◆ YOUR GOAL ◆
Check every line of the material below for the string "Which", and return the ones that have it.

◆ SUPPLIED RECORDS ◆
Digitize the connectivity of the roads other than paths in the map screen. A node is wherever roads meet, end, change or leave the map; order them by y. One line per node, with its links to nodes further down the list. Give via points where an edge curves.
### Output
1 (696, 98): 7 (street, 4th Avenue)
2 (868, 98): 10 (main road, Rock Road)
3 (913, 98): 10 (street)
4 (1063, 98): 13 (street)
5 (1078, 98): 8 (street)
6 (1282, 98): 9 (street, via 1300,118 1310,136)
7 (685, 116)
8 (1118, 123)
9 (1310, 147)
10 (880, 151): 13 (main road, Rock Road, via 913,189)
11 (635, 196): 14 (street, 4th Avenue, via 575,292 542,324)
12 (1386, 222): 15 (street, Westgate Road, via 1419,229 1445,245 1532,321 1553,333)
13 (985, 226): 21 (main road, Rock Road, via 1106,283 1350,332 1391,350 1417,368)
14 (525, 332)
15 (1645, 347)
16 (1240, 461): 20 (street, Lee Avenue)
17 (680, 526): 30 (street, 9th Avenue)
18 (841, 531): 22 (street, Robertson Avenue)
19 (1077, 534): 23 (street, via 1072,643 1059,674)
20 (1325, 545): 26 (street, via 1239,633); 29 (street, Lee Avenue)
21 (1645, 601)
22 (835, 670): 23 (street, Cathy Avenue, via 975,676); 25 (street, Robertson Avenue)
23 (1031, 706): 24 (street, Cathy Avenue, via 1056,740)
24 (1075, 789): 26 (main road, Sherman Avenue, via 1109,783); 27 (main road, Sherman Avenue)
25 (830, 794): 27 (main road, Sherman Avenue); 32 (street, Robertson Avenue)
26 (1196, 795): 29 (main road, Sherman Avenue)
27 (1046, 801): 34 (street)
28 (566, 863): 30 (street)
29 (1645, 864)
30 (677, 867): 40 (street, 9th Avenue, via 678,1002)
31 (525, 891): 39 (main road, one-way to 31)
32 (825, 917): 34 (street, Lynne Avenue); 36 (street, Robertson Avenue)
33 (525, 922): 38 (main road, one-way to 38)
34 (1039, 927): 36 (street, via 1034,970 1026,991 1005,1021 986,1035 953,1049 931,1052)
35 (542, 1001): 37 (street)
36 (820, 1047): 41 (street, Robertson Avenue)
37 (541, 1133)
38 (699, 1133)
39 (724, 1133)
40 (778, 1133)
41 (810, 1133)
--
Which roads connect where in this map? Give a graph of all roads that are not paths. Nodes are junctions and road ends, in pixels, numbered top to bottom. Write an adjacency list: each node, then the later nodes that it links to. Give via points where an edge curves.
* * *
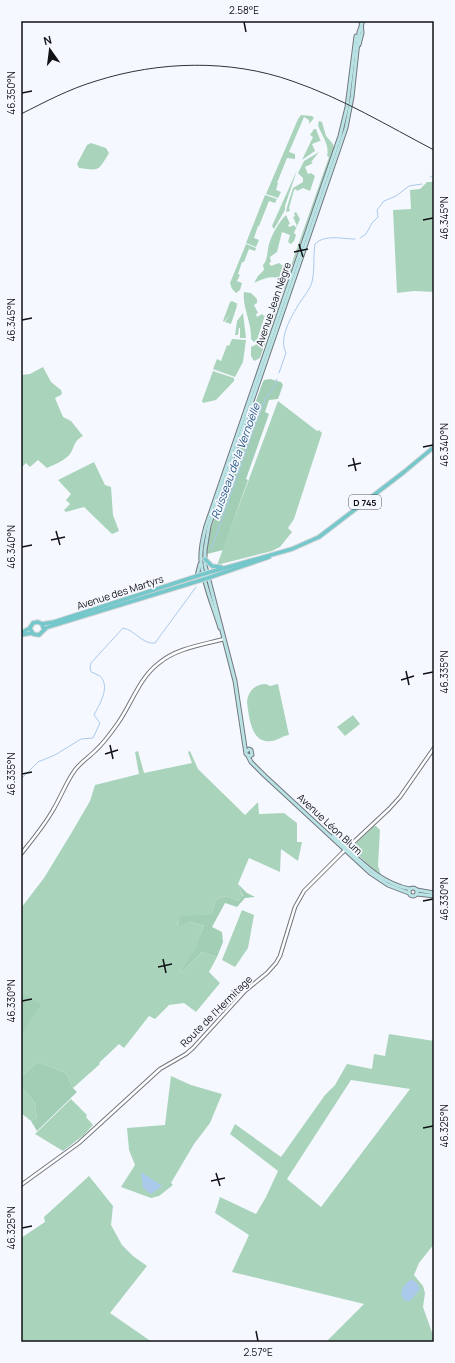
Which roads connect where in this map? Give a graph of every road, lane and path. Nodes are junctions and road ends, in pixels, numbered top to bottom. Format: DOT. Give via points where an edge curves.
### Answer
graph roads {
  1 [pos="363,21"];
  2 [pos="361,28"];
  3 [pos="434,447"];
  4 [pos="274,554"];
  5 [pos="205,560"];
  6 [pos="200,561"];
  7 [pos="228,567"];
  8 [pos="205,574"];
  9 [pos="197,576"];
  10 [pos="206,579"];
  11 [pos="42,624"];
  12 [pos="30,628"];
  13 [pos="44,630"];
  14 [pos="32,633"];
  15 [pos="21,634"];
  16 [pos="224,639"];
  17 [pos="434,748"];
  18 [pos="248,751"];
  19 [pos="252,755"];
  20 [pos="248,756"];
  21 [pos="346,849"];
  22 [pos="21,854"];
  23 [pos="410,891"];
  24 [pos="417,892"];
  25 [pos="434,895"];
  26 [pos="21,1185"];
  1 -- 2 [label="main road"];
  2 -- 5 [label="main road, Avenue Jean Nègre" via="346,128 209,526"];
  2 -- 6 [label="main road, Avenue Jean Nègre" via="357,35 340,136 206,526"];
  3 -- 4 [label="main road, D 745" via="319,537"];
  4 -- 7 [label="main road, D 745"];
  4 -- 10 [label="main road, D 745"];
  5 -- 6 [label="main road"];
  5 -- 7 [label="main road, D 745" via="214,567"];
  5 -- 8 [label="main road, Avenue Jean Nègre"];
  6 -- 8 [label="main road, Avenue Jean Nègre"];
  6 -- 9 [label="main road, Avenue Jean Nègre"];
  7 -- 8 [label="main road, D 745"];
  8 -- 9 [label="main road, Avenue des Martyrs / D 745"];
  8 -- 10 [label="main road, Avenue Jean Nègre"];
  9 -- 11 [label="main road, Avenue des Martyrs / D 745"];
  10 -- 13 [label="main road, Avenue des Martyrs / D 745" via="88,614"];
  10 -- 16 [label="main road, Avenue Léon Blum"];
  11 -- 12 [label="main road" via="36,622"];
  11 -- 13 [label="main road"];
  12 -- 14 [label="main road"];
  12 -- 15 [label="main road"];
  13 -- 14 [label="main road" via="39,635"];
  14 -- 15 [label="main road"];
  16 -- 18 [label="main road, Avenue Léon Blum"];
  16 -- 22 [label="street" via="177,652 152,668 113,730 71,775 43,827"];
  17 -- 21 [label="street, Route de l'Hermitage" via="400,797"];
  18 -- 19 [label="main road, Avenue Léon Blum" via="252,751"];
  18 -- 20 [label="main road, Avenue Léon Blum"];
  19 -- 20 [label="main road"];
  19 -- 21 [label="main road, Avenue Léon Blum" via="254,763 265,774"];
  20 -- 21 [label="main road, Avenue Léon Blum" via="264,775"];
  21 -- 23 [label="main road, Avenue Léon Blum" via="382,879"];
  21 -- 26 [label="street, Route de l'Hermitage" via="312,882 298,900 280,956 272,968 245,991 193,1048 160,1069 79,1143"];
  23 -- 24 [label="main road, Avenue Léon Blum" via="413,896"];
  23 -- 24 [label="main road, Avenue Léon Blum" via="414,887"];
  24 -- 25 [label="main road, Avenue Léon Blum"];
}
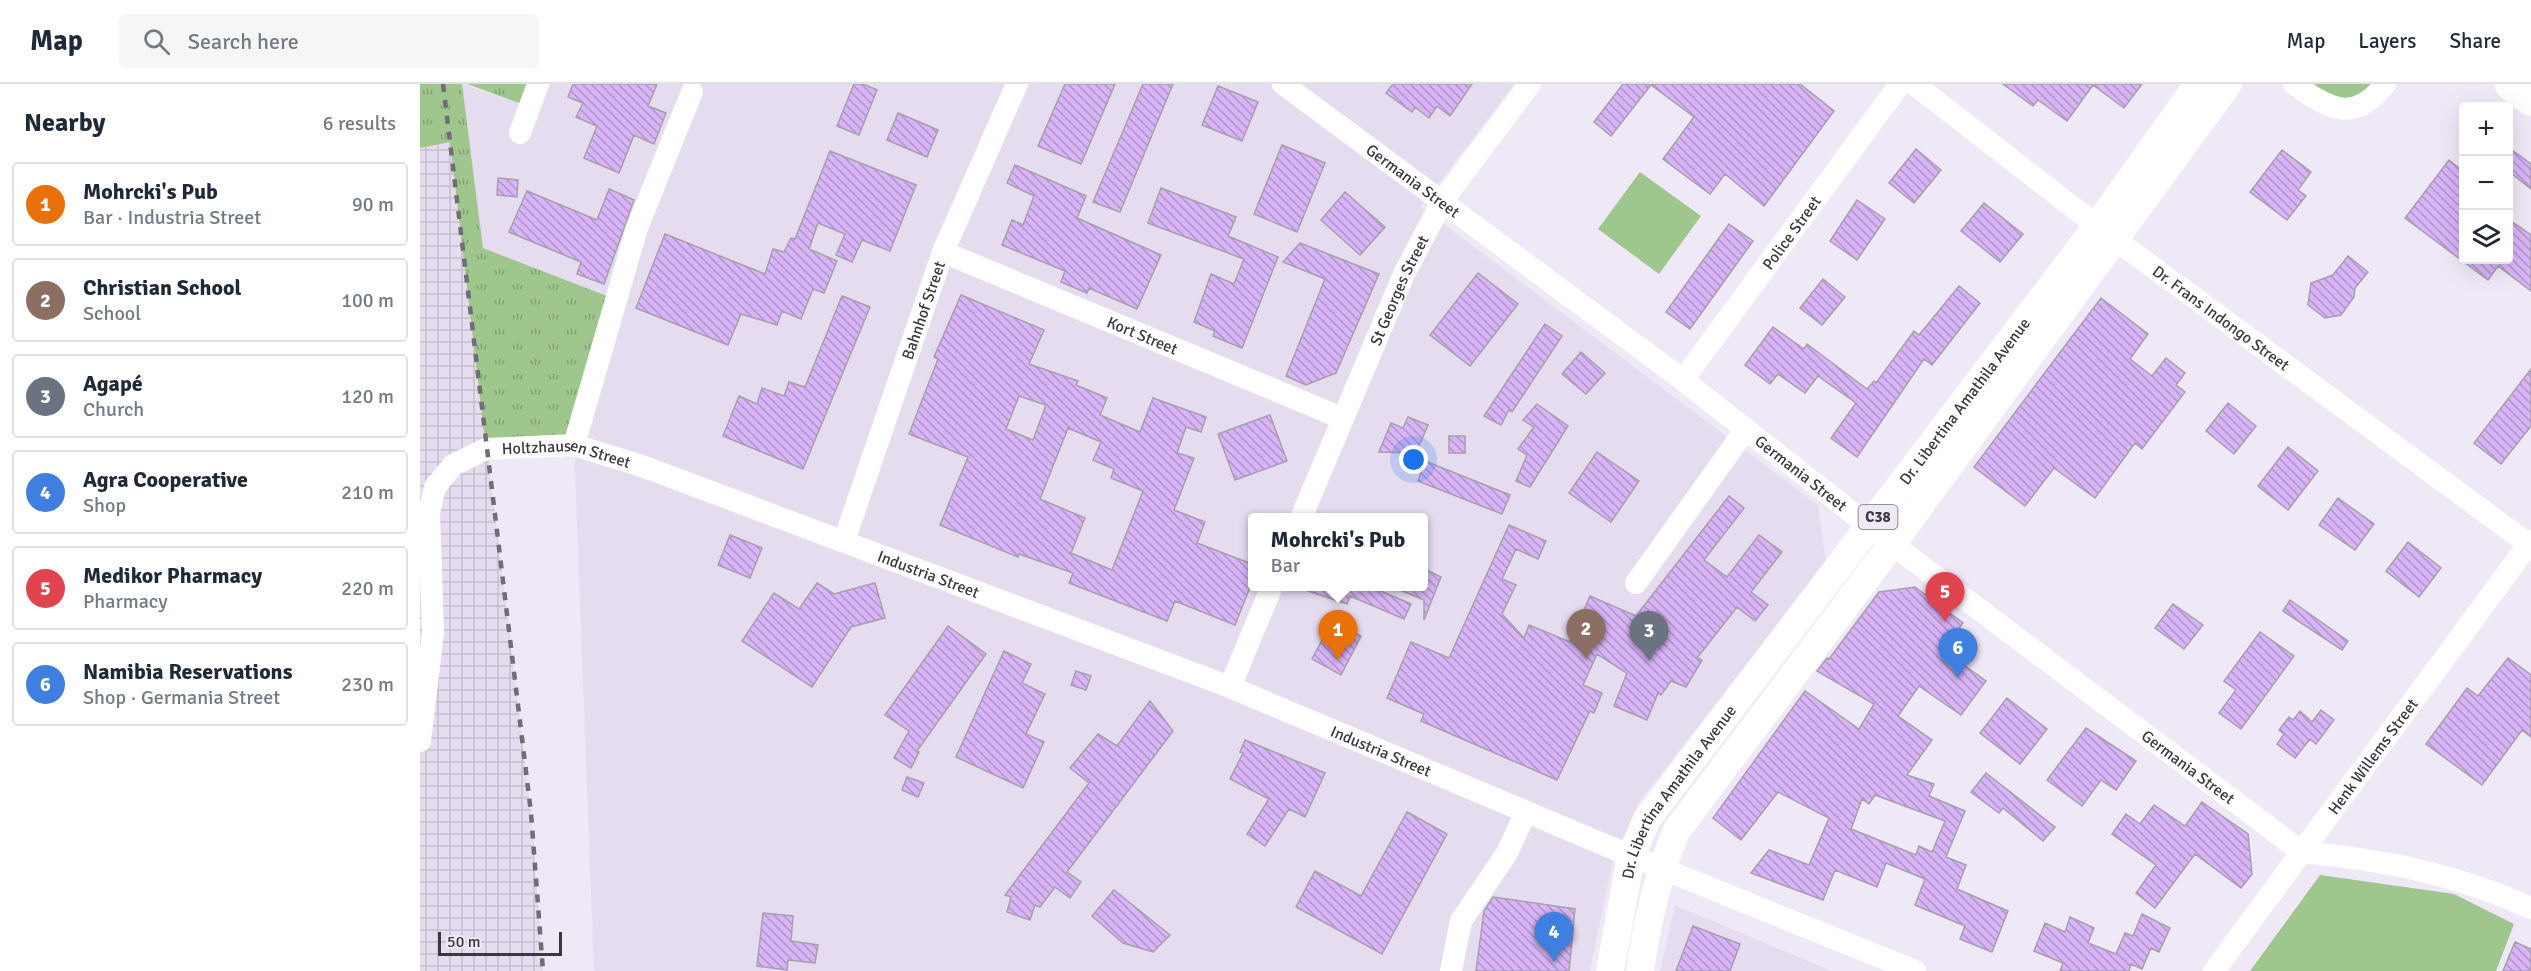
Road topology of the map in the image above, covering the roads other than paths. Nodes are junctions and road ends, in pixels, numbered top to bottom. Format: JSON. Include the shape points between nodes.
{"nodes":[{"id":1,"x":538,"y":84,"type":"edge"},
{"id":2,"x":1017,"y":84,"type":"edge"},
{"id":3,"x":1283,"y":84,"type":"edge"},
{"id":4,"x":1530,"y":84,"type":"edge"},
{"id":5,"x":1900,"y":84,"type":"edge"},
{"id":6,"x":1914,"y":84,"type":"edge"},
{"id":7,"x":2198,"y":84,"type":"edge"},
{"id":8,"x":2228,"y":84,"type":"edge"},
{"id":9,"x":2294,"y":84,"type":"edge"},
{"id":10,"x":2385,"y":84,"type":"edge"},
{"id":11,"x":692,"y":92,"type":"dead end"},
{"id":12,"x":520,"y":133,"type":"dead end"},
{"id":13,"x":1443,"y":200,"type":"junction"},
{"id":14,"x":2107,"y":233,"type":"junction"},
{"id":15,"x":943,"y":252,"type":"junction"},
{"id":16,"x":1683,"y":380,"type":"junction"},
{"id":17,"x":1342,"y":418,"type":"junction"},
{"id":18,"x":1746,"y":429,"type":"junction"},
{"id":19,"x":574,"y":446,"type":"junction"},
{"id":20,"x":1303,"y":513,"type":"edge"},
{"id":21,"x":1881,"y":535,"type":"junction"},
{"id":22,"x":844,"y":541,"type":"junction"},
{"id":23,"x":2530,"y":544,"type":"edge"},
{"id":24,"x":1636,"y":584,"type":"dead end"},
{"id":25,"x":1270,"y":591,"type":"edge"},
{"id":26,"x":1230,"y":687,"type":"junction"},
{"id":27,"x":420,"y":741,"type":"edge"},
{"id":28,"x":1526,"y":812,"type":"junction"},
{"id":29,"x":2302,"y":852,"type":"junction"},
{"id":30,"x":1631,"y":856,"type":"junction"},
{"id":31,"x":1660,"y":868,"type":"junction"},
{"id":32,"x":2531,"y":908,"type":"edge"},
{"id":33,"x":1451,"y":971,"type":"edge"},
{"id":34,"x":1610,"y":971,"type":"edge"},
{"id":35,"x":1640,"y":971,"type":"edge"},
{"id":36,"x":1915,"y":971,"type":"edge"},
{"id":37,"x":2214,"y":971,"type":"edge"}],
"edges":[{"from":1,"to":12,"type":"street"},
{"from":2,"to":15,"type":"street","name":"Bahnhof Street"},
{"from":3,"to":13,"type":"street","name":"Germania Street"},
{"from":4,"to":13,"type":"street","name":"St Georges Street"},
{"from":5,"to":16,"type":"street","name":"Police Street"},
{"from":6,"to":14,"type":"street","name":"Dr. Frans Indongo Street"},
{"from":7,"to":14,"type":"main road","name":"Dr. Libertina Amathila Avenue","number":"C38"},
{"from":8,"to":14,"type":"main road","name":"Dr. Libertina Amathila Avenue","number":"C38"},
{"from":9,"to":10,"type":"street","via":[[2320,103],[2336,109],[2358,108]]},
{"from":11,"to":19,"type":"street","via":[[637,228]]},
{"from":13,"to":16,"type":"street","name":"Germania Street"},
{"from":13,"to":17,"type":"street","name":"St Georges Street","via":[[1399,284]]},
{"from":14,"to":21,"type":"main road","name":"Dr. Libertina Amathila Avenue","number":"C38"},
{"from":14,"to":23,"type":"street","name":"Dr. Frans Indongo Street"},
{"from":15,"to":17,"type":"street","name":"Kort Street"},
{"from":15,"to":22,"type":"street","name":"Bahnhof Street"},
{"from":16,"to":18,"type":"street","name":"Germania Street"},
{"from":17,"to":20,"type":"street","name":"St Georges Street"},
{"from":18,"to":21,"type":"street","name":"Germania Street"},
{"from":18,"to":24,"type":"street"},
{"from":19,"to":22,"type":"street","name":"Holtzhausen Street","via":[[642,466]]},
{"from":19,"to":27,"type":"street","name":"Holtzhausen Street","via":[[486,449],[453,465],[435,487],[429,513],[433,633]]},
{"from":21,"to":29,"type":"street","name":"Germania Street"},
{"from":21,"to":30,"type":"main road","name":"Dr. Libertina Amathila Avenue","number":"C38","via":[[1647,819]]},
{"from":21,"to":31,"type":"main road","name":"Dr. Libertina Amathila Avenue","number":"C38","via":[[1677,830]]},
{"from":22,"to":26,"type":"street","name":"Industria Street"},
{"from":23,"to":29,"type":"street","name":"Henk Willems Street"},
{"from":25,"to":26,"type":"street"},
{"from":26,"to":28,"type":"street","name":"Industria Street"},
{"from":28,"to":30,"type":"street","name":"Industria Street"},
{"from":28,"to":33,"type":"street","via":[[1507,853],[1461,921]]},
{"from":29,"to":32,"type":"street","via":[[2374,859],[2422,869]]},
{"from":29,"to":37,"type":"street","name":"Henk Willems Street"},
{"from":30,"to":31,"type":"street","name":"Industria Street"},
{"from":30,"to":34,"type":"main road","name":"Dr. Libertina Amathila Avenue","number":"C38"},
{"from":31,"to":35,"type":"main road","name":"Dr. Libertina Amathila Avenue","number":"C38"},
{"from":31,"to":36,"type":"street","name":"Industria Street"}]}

◆ EXERCISE OUTPUT ◆
Which roads connect where in this map? Give a graph of all roads that are not paths. Nodes are junctions and road ends, in pixels, numbered top to bottom. Write an adjacency list: each node, then the later nodes that it links to. Give via points where an edge curves.
Which roads connect where in this map? Give a graph of every road, lane and path. Nodes are junctions and road ends, in pixels, numbered top to bottom. Format: DOT. Give via points where an edge curves.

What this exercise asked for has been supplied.